## INFORMATION SHOWN
________

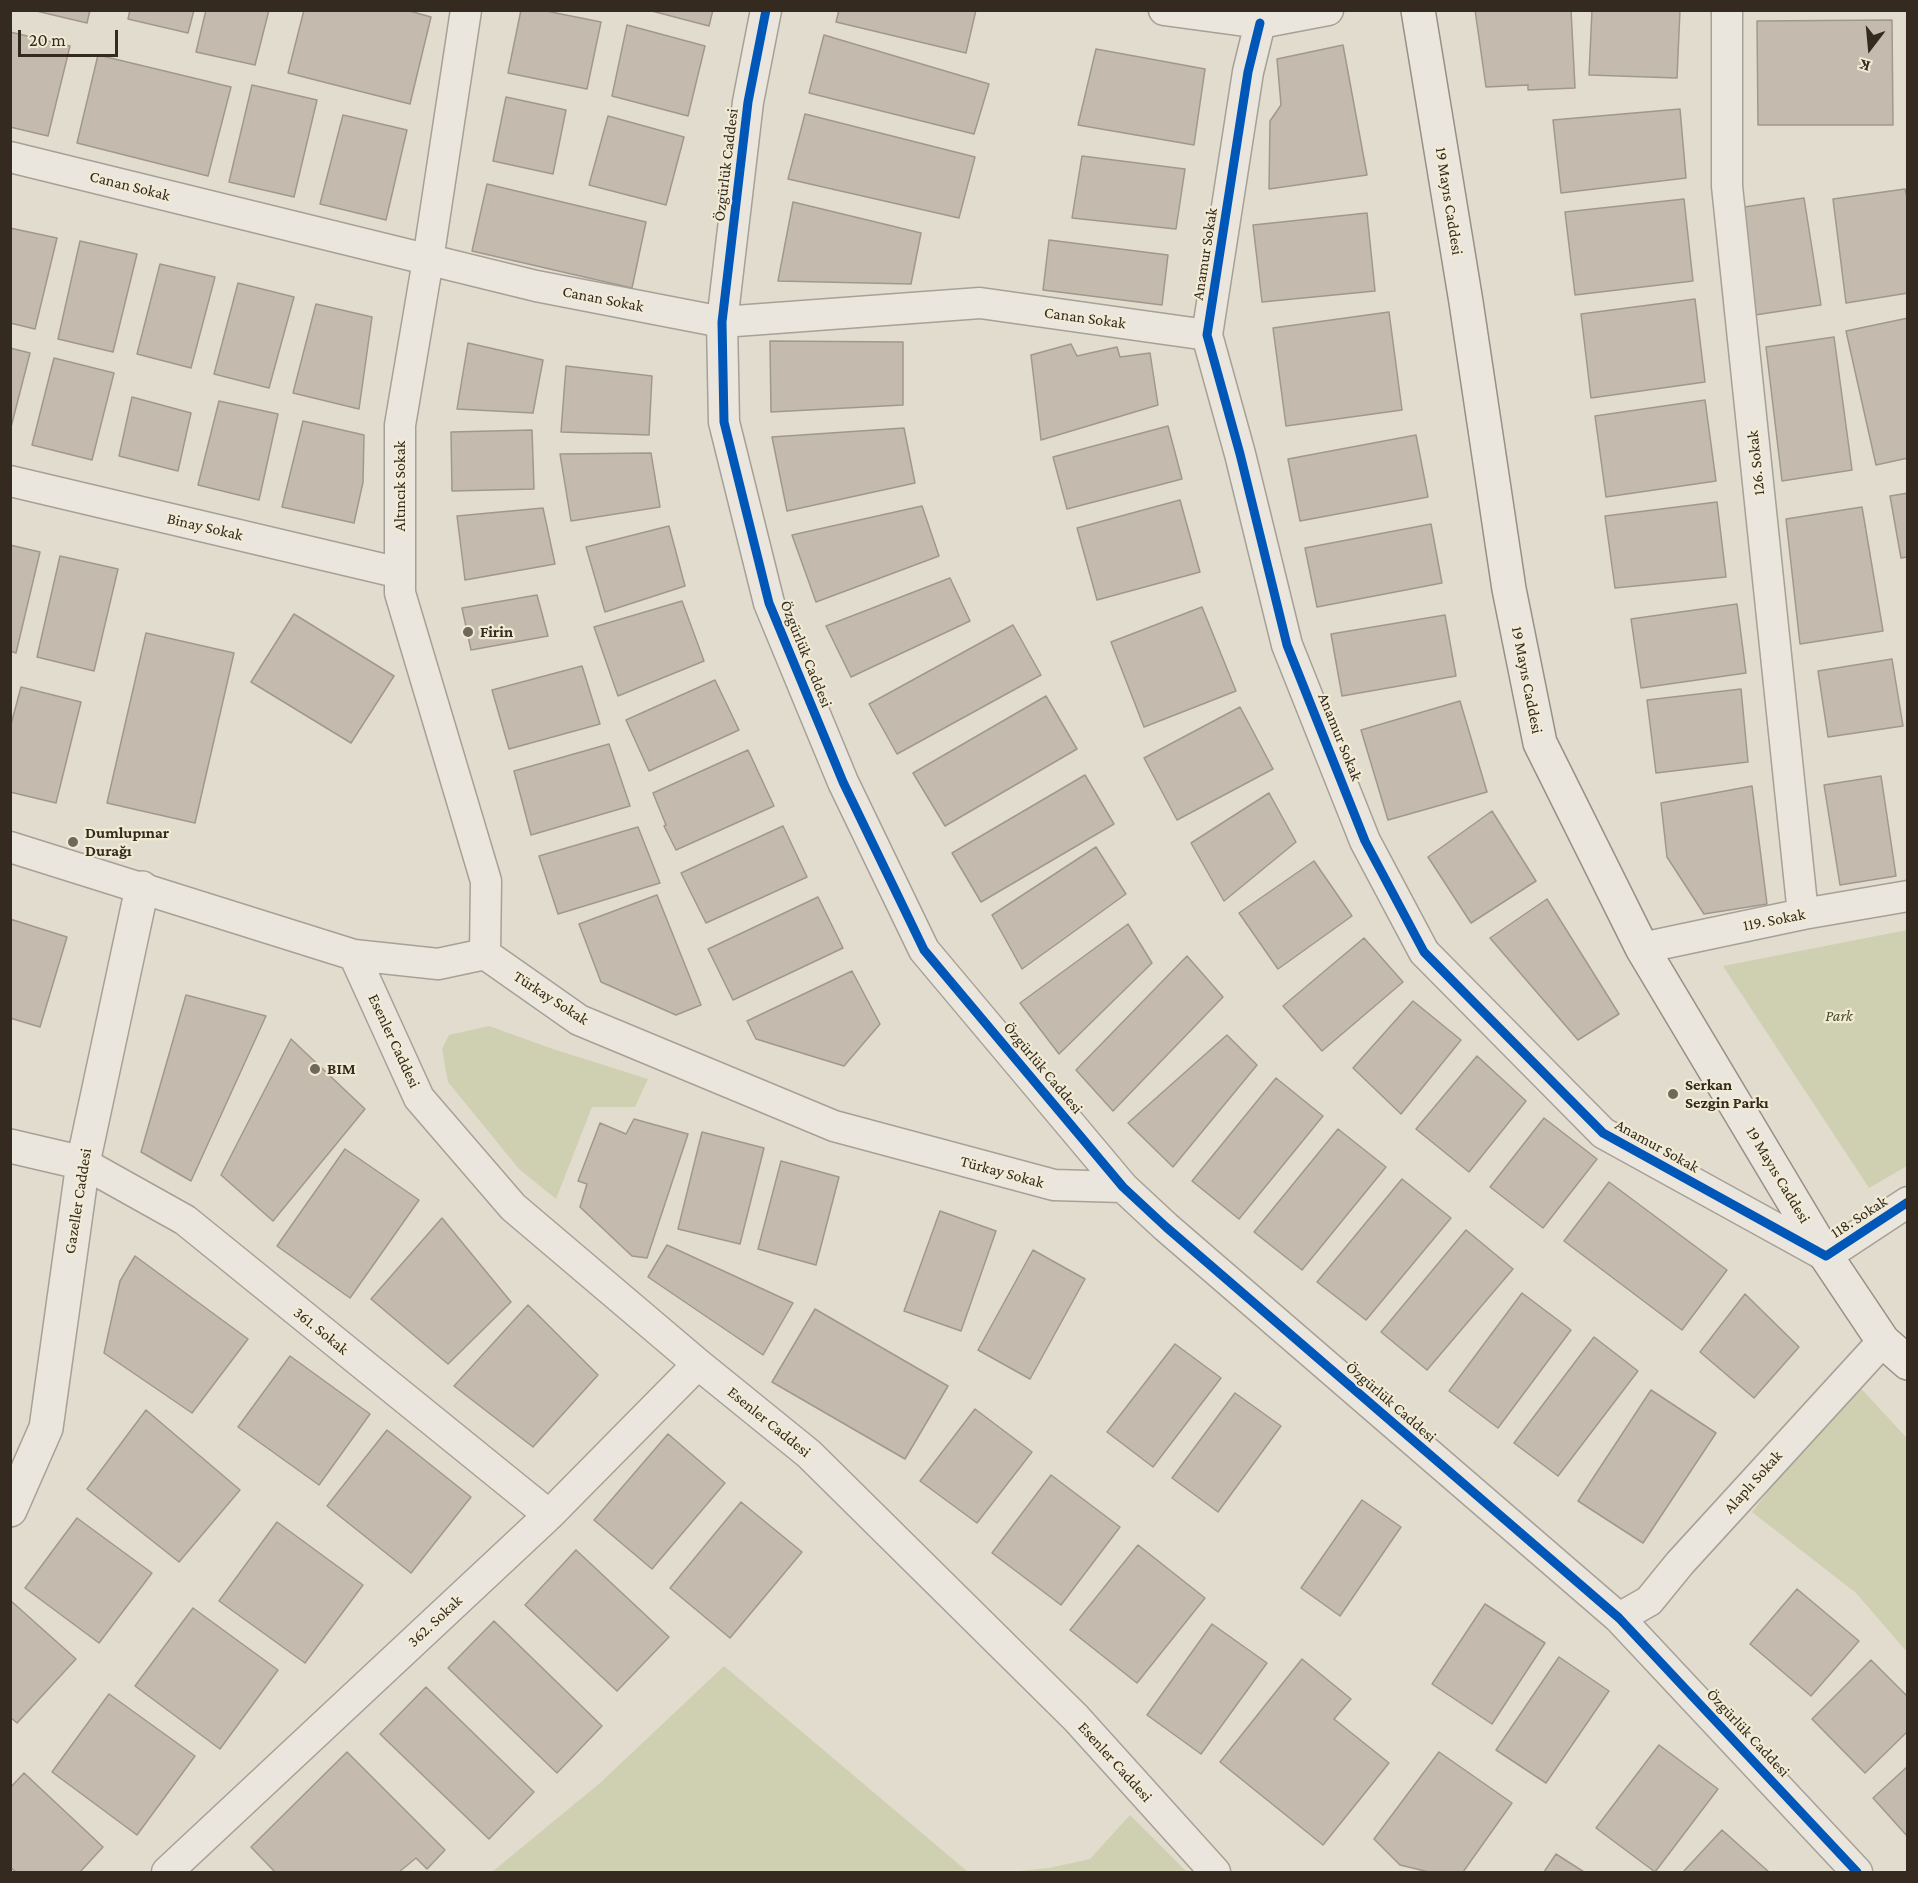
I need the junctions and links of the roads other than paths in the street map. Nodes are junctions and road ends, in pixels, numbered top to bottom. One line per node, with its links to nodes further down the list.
1 (466, 10): 9 (street, Altıncık Sokak)
2 (766, 10): 10 (street, Özgürlük Caddesi)
3 (1164, 10): 7 (street)
4 (1328, 10): 7 (street)
5 (1418, 10): 18 (main road, 19 Mayıs Caddesi)
6 (1726, 10): 17 (street, 126. Sokak)
7 (1260, 23): 11 (street, Anamur Sokak)
8 (10, 157): 9 (street, Canan Sokak)
9 (428, 260): 10 (street, Canan Sokak); 13 (street, Altıncık Sokak)
10 (722, 322): 11 (street, Canan Sokak); 23 (street, Özgürlük Caddesi)
11 (1207, 335): 25 (street, Anamur Sokak)
12 (10, 481): 13 (street, Binay Sokak)
13 (400, 573): 19 (street, Altıncık Sokak)
14 (10, 847): 15 (street)
15 (142, 888): 20 (street); 22 (main road, Gazeller Caddesi)
16 (1908, 896): 17 (street, 119. Sokak)
17 (1803, 914): 18 (street, 119. Sokak)
18 (1642, 948): 25 (main road, 19 Mayıs Caddesi)
19 (485, 954): 20 (street); 23 (street, Türkay Sokak)
20 (354, 955): 28 (street, Esenler Caddesi)
21 (10, 1146): 22 (main road)
22 (83, 1163): 29 (main road, Gazeller Caddesi); 30 (street, 361. Sokak)
23 (1123, 1187): 31 (street, Özgürlük Caddesi)
24 (1908, 1202): 25 (street, 118. Sokak)
25 (1826, 1256): 26 (main road, 19 Mayıs Caddesi)
26 (1883, 1341): 27 (main road, 19 Mayıs Caddesi); 31 (street, Alaplı Sokak)
27 (1908, 1363)
28 (698, 1364): 30 (street, 362. Sokak); 33 (street, Esenler Caddesi)
29 (10, 1510)
30 (549, 1515): 32 (street, 362. Sokak)
31 (1619, 1618): 34 (street, Özgürlük Caddesi)
32 (167, 1872)
33 (1215, 1872)
34 (1857, 1872)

________

## AIM OF THE EXERCISE
Each entry above must be restated word for word; the pictures stay out of the copy.

## RESULT OF THE EXERCISE
I need the junctions and links of the roads other than paths in the street map. Nodes are junctions and road ends, in pixels, numbered top to bottom. One line per node, with its links to nodes further down the list.
1 (466, 10): 9 (street, Altıncık Sokak)
2 (766, 10): 10 (street, Özgürlük Caddesi)
3 (1164, 10): 7 (street)
4 (1328, 10): 7 (street)
5 (1418, 10): 18 (main road, 19 Mayıs Caddesi)
6 (1726, 10): 17 (street, 126. Sokak)
7 (1260, 23): 11 (street, Anamur Sokak)
8 (10, 157): 9 (street, Canan Sokak)
9 (428, 260): 10 (street, Canan Sokak); 13 (street, Altıncık Sokak)
10 (722, 322): 11 (street, Canan Sokak); 23 (street, Özgürlük Caddesi)
11 (1207, 335): 25 (street, Anamur Sokak)
12 (10, 481): 13 (street, Binay Sokak)
13 (400, 573): 19 (street, Altıncık Sokak)
14 (10, 847): 15 (street)
15 (142, 888): 20 (street); 22 (main road, Gazeller Caddesi)
16 (1908, 896): 17 (street, 119. Sokak)
17 (1803, 914): 18 (street, 119. Sokak)
18 (1642, 948): 25 (main road, 19 Mayıs Caddesi)
19 (485, 954): 20 (street); 23 (street, Türkay Sokak)
20 (354, 955): 28 (street, Esenler Caddesi)
21 (10, 1146): 22 (main road)
22 (83, 1163): 29 (main road, Gazeller Caddesi); 30 (street, 361. Sokak)
23 (1123, 1187): 31 (street, Özgürlük Caddesi)
24 (1908, 1202): 25 (street, 118. Sokak)
25 (1826, 1256): 26 (main road, 19 Mayıs Caddesi)
26 (1883, 1341): 27 (main road, 19 Mayıs Caddesi); 31 (street, Alaplı Sokak)
27 (1908, 1363)
28 (698, 1364): 30 (street, 362. Sokak); 33 (street, Esenler Caddesi)
29 (10, 1510)
30 (549, 1515): 32 (street, 362. Sokak)
31 (1619, 1618): 34 (street, Özgürlük Caddesi)
32 (167, 1872)
33 (1215, 1872)
34 (1857, 1872)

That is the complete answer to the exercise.